Material shown.
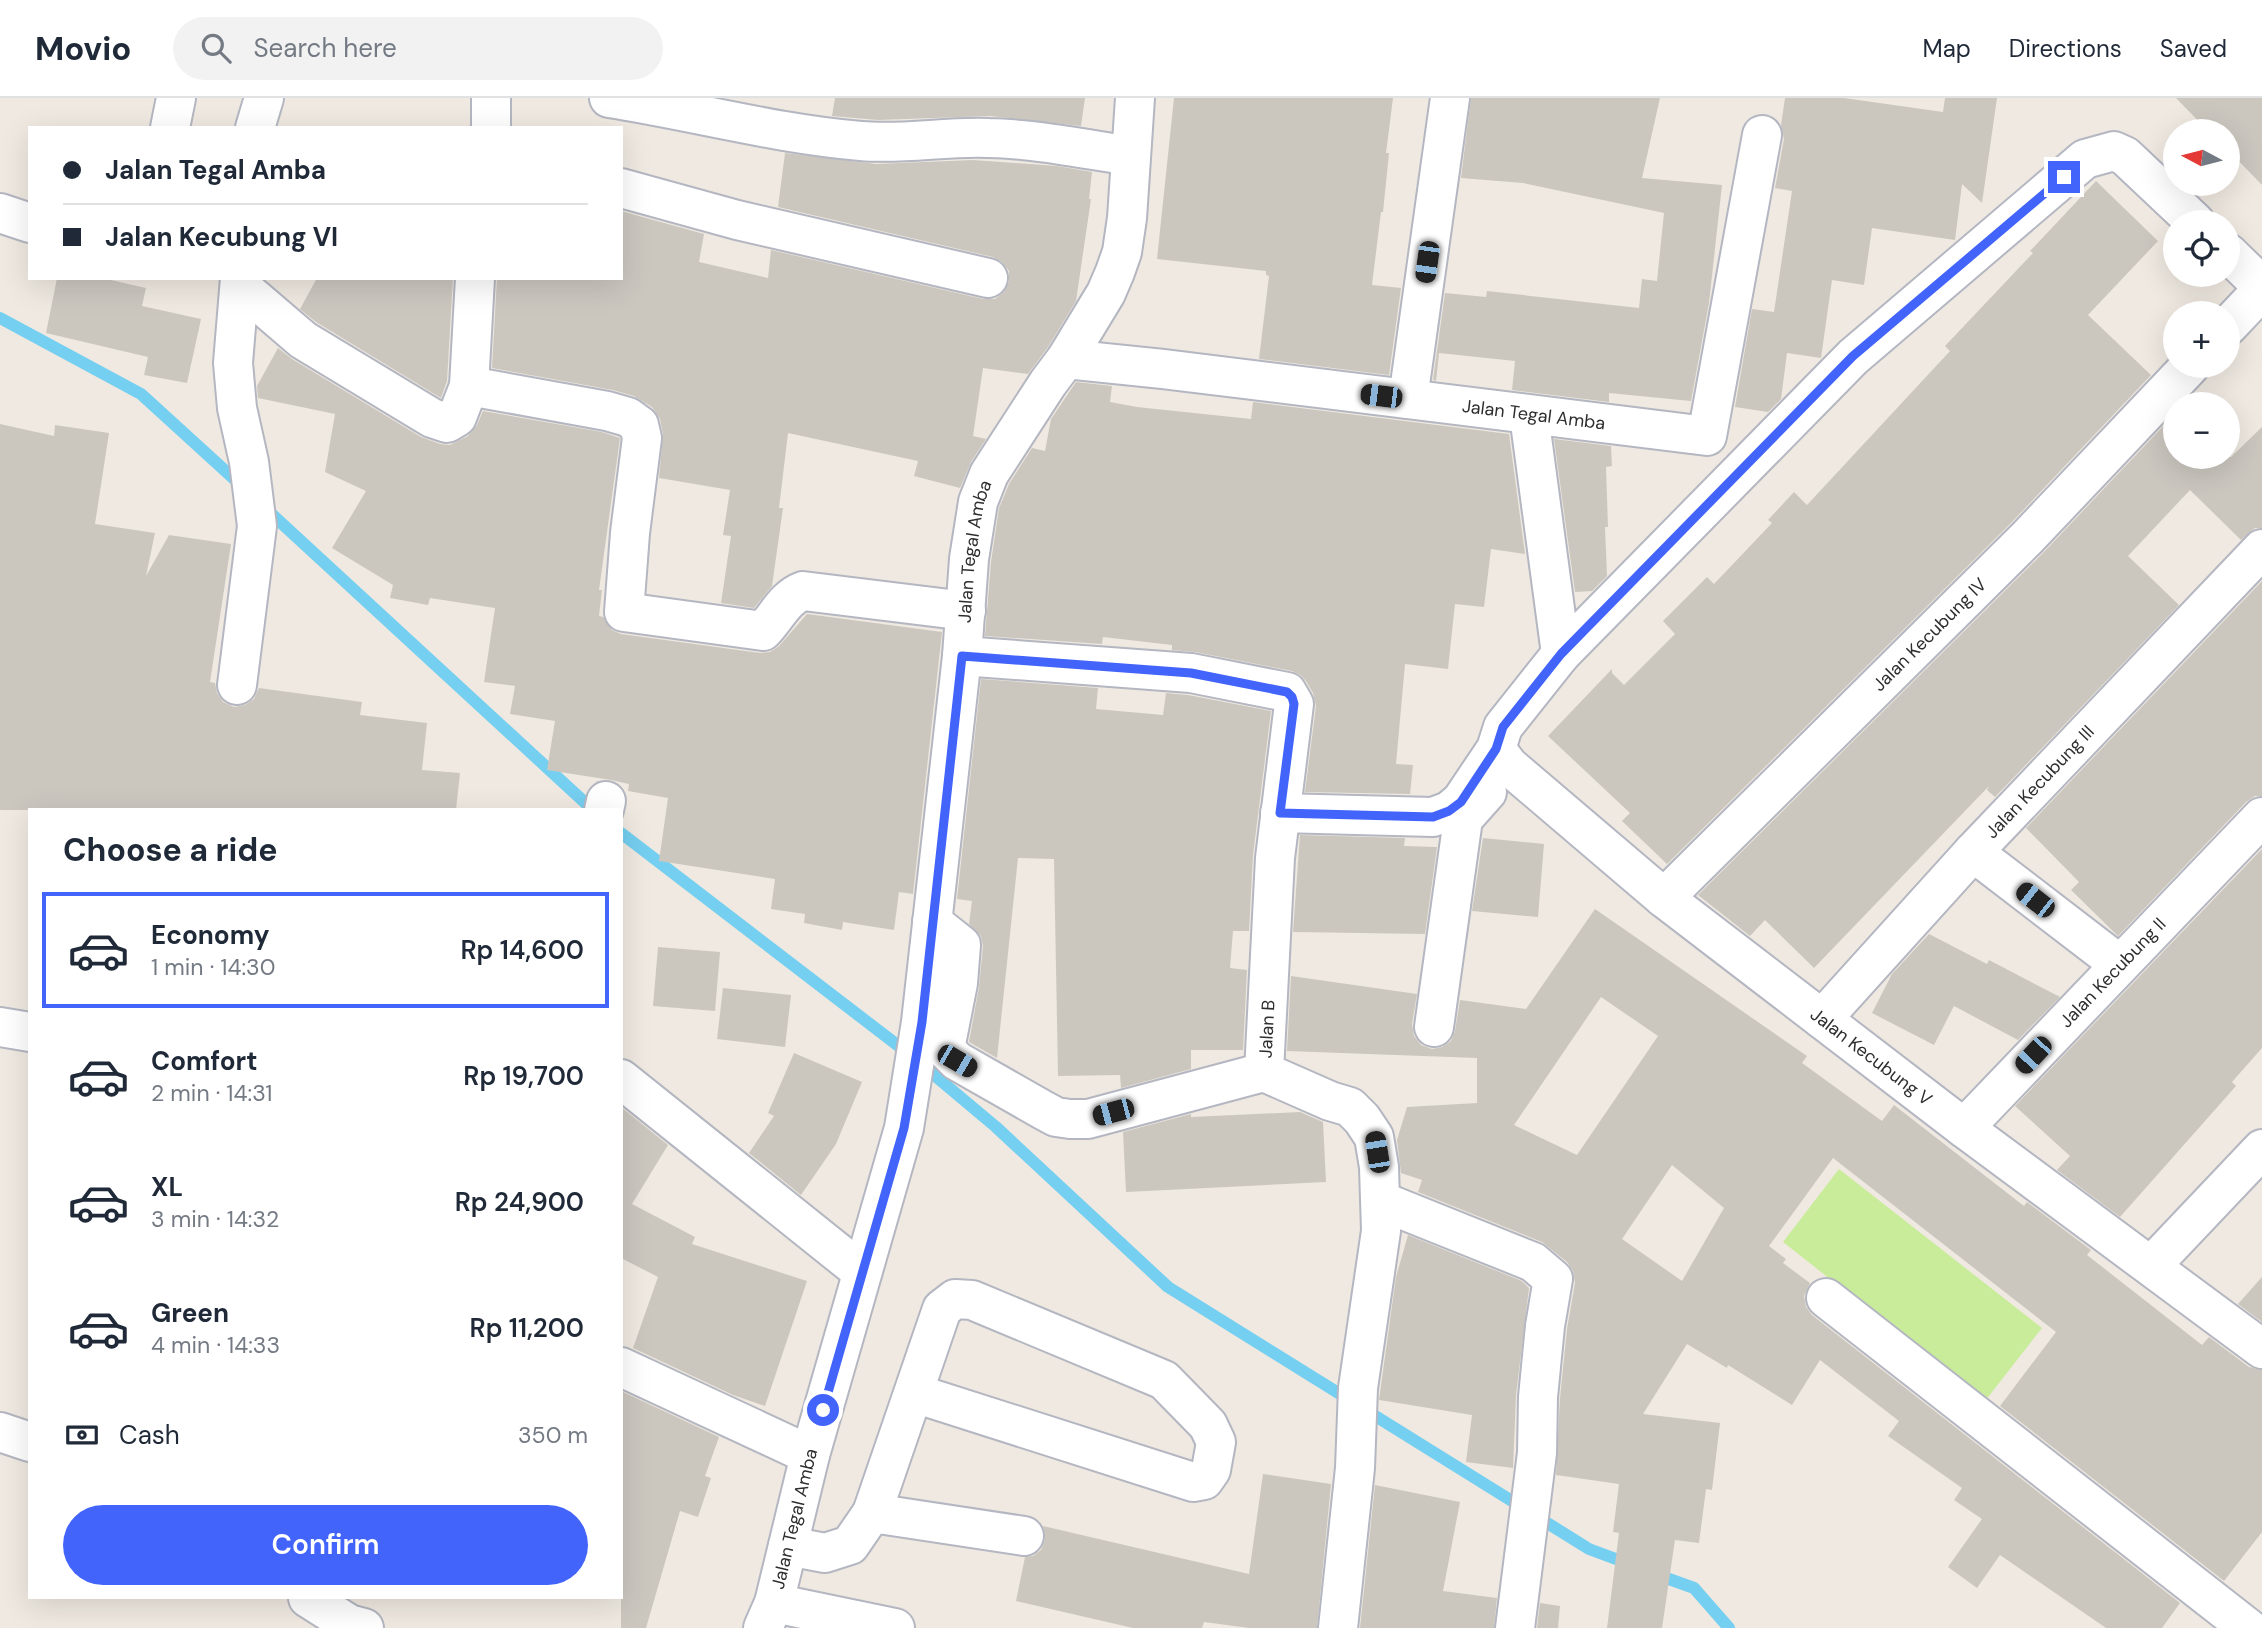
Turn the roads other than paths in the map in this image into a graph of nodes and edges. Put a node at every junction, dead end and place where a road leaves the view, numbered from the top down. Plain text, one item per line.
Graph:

---

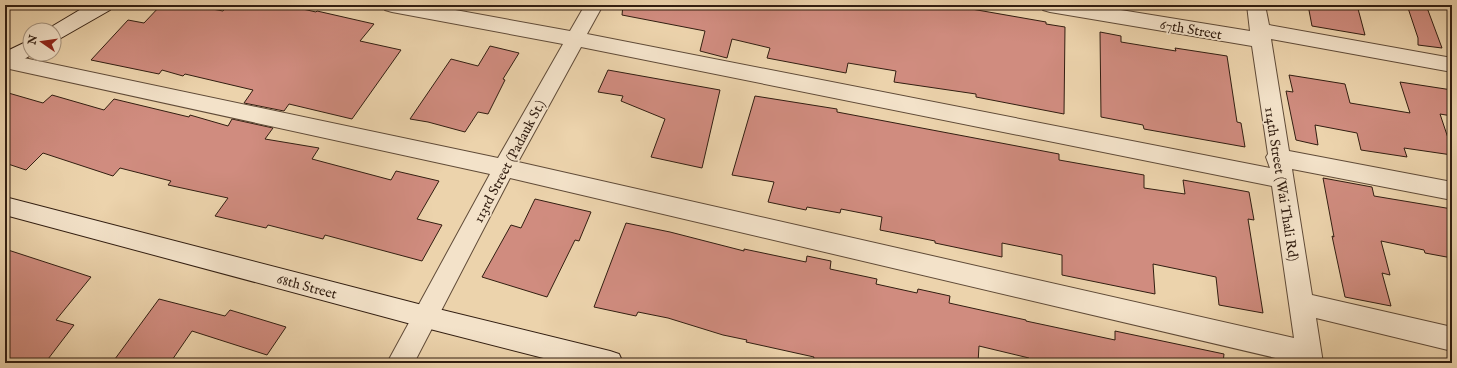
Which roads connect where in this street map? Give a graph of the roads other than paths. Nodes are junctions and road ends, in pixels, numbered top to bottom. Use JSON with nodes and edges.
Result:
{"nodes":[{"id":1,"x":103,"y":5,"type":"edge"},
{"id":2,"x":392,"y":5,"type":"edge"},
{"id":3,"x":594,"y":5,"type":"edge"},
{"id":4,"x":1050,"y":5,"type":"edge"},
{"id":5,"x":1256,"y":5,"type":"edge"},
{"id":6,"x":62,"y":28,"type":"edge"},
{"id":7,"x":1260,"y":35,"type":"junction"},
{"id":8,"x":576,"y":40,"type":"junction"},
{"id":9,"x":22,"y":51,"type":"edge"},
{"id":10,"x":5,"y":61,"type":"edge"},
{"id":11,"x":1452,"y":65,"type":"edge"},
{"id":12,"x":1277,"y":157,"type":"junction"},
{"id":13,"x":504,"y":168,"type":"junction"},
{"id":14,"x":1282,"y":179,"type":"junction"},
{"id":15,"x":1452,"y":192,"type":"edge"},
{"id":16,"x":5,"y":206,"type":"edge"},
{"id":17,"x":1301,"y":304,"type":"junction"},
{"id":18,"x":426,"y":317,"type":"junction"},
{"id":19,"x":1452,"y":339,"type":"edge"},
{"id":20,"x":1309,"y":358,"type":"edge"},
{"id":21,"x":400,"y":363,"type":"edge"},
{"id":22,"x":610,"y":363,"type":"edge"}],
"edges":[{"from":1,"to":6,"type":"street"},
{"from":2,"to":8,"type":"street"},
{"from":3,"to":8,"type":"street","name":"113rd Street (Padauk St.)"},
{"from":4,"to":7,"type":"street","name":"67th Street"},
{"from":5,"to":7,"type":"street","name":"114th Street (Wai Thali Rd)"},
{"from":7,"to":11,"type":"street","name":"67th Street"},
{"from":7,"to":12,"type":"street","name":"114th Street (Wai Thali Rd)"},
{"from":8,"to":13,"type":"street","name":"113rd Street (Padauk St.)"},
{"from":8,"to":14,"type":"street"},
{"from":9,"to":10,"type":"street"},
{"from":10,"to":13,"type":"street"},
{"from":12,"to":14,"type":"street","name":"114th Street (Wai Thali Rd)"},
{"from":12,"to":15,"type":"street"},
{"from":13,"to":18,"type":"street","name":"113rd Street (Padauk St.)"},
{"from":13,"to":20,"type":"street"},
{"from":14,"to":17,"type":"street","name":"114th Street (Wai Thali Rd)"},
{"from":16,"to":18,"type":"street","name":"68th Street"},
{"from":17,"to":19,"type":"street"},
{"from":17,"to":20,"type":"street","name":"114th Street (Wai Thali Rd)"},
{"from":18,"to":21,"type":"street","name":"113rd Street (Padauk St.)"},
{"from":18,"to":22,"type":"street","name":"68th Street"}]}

What this task involves. Gather all lines of the records that include the word "roads".

Solved problem.
Turn the roads other than paths in the map in this image into a graph of nodes and edges. Put a node at every junction, dead end and place where a road leaves the view, numbered from the top down. Plain text, one item per line.
Which roads connect where in this street map? Give a graph of the roads other than paths. Nodes are junctions and road ends, in pixels, numbered top to bottom. Use JSON with nodes and edges.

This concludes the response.